Sherlouk opened this issue · comments

Currently decompression relies on the upstream API you're downloading to set the 'Content-Encoding' header to 'gzip'. This doesn't always happen.

In fact, a request I'm making to an AWS S3 bucket to download a gzipped file only returns a Content-Type of application/x-gzip and so does not trigger this behaviour.

It would be nice if we had an ability to override this - still taking advantage of the decompression functionality.

This might be a feature as part of #393 (supporting middlewares)?

For reference, I have tried setting the header after the response has been returned (but before the body stream is processed) and it does not alter the decompression state.

For added context, by updating HTTPResponseDecompressor.swift I was able to force gzip decompression through async-http-client.

The solution here feels that we need the ability to manipulate the headers before it's sent to nio-extras for decompression (in essence, let me override the Content-Encoding header).

Yeah, middleware support would be valuable here. In the short term, we could update the HTTP compression code in NIOExtras to treat gzip and x-gzip as identical.

I'm still not sure that would work as the x-gzip code comes from ContentType not ContentEncoding.

nio-extras only looks at the latter which isn't set by S3 in my test examples.

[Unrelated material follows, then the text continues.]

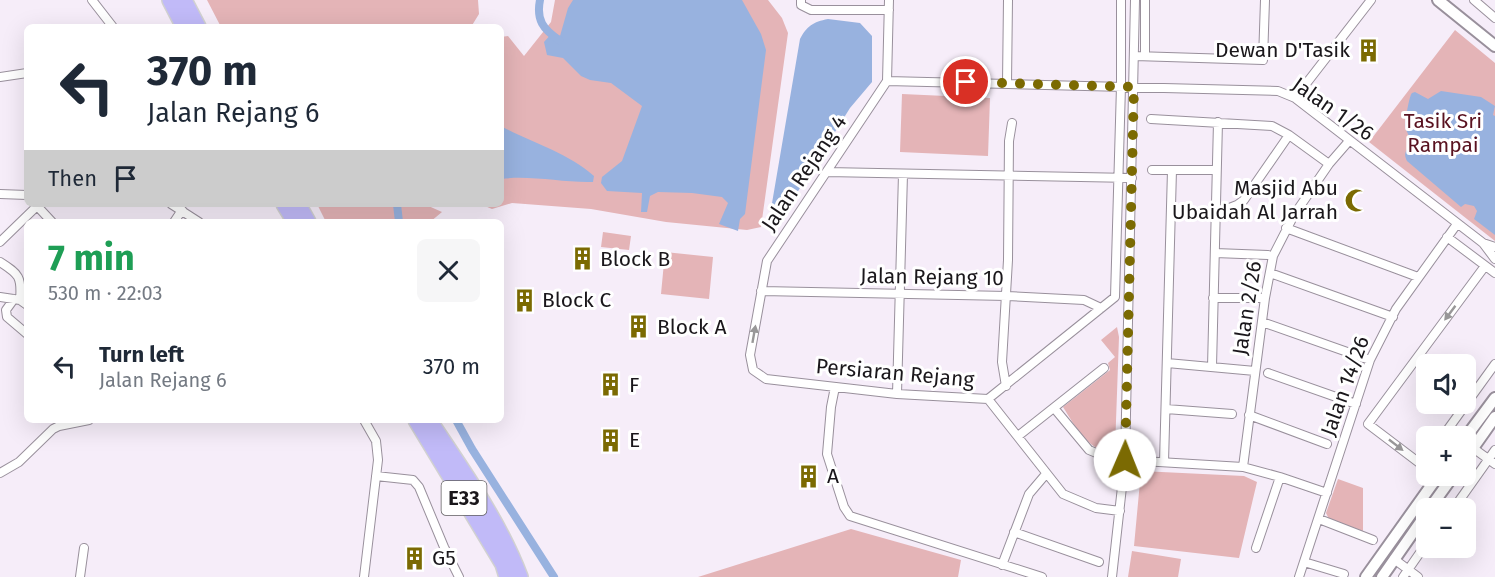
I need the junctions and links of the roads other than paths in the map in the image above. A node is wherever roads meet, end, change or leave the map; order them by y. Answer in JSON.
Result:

Ah yes, good catch. We wouldn't normally want to transparently decompress a Content-Type: gzip, as it is likely that this file is intended to be downloaded as a gzip. Content-Encoding implies that the compression is not a fundamental part of the data.

Nonetheless, yes, I think this is something a middleware could solve.

On that note is it worth closing this down?

Its tagged with the middleware ticket in case we need to refer to it in the future, but doesn't appear to hold value on its own.

Sounds reasonable to me, thanks for filing this!